EXERCISE REQUIREMENTS. The listing needs restating word for word.

■ ■ ■ ■ ■ ■ ■

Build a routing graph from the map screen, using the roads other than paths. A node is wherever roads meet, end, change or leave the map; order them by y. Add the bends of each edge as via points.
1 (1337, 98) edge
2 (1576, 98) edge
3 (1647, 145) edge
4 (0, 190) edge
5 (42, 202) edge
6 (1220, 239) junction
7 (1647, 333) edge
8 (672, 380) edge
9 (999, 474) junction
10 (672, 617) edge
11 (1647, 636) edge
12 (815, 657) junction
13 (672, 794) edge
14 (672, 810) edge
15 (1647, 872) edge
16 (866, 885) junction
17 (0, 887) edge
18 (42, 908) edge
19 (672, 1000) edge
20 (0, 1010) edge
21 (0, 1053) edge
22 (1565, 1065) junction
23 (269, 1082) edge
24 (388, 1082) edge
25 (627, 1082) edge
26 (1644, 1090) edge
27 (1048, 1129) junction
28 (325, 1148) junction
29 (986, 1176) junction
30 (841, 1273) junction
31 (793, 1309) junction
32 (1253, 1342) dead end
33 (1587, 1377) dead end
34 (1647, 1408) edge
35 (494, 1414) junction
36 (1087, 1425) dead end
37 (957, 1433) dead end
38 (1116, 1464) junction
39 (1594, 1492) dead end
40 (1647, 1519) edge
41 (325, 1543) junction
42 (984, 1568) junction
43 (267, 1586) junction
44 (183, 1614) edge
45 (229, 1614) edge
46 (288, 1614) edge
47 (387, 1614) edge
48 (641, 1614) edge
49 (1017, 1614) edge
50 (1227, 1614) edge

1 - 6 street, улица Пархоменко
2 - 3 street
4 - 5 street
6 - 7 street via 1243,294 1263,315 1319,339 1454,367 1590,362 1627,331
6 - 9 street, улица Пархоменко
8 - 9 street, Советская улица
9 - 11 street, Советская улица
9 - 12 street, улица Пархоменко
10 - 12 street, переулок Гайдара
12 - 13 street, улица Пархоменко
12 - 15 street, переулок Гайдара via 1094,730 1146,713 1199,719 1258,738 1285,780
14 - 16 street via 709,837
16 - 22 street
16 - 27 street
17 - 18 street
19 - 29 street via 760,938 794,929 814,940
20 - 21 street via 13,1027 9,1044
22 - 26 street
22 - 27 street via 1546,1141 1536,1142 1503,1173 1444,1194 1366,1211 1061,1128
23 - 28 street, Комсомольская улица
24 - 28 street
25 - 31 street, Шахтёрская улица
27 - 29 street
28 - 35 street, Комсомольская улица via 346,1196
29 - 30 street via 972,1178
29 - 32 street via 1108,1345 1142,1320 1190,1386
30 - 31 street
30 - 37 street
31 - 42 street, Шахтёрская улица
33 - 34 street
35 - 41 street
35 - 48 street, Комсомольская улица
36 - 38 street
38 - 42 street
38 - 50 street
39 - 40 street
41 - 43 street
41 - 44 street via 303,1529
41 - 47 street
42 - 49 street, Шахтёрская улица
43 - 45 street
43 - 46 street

■ ■ ■ ■ ■ ■ ■

TASK RESPONSE.
Build a routing graph from the map screen, using the roads other than paths. A node is wherever roads meet, end, change or leave the map; order them by y. Add the bends of each edge as via points.
1 (1337, 98) edge
2 (1576, 98) edge
3 (1647, 145) edge
4 (0, 190) edge
5 (42, 202) edge
6 (1220, 239) junction
7 (1647, 333) edge
8 (672, 380) edge
9 (999, 474) junction
10 (672, 617) edge
11 (1647, 636) edge
12 (815, 657) junction
13 (672, 794) edge
14 (672, 810) edge
15 (1647, 872) edge
16 (866, 885) junction
17 (0, 887) edge
18 (42, 908) edge
19 (672, 1000) edge
20 (0, 1010) edge
21 (0, 1053) edge
22 (1565, 1065) junction
23 (269, 1082) edge
24 (388, 1082) edge
25 (627, 1082) edge
26 (1644, 1090) edge
27 (1048, 1129) junction
28 (325, 1148) junction
29 (986, 1176) junction
30 (841, 1273) junction
31 (793, 1309) junction
32 (1253, 1342) dead end
33 (1587, 1377) dead end
34 (1647, 1408) edge
35 (494, 1414) junction
36 (1087, 1425) dead end
37 (957, 1433) dead end
38 (1116, 1464) junction
39 (1594, 1492) dead end
40 (1647, 1519) edge
41 (325, 1543) junction
42 (984, 1568) junction
43 (267, 1586) junction
44 (183, 1614) edge
45 (229, 1614) edge
46 (288, 1614) edge
47 (387, 1614) edge
48 (641, 1614) edge
49 (1017, 1614) edge
50 (1227, 1614) edge

1 - 6 street, улица Пархоменко
2 - 3 street
4 - 5 street
6 - 7 street via 1243,294 1263,315 1319,339 1454,367 1590,362 1627,331
6 - 9 street, улица Пархоменко
8 - 9 street, Советская улица
9 - 11 street, Советская улица
9 - 12 street, улица Пархоменко
10 - 12 street, переулок Гайдара
12 - 13 street, улица Пархоменко
12 - 15 street, переулок Гайдара via 1094,730 1146,713 1199,719 1258,738 1285,780
14 - 16 street via 709,837
16 - 22 street
16 - 27 street
17 - 18 street
19 - 29 street via 760,938 794,929 814,940
20 - 21 street via 13,1027 9,1044
22 - 26 street
22 - 27 street via 1546,1141 1536,1142 1503,1173 1444,1194 1366,1211 1061,1128
23 - 28 street, Комсомольская улица
24 - 28 street
25 - 31 street, Шахтёрская улица
27 - 29 street
28 - 35 street, Комсомольская улица via 346,1196
29 - 30 street via 972,1178
29 - 32 street via 1108,1345 1142,1320 1190,1386
30 - 31 street
30 - 37 street
31 - 42 street, Шахтёрская улица
33 - 34 street
35 - 41 street
35 - 48 street, Комсомольская улица
36 - 38 street
38 - 42 street
38 - 50 street
39 - 40 street
41 - 43 street
41 - 44 street via 303,1529
41 - 47 street
42 - 49 street, Шахтёрская улица
43 - 45 street
43 - 46 street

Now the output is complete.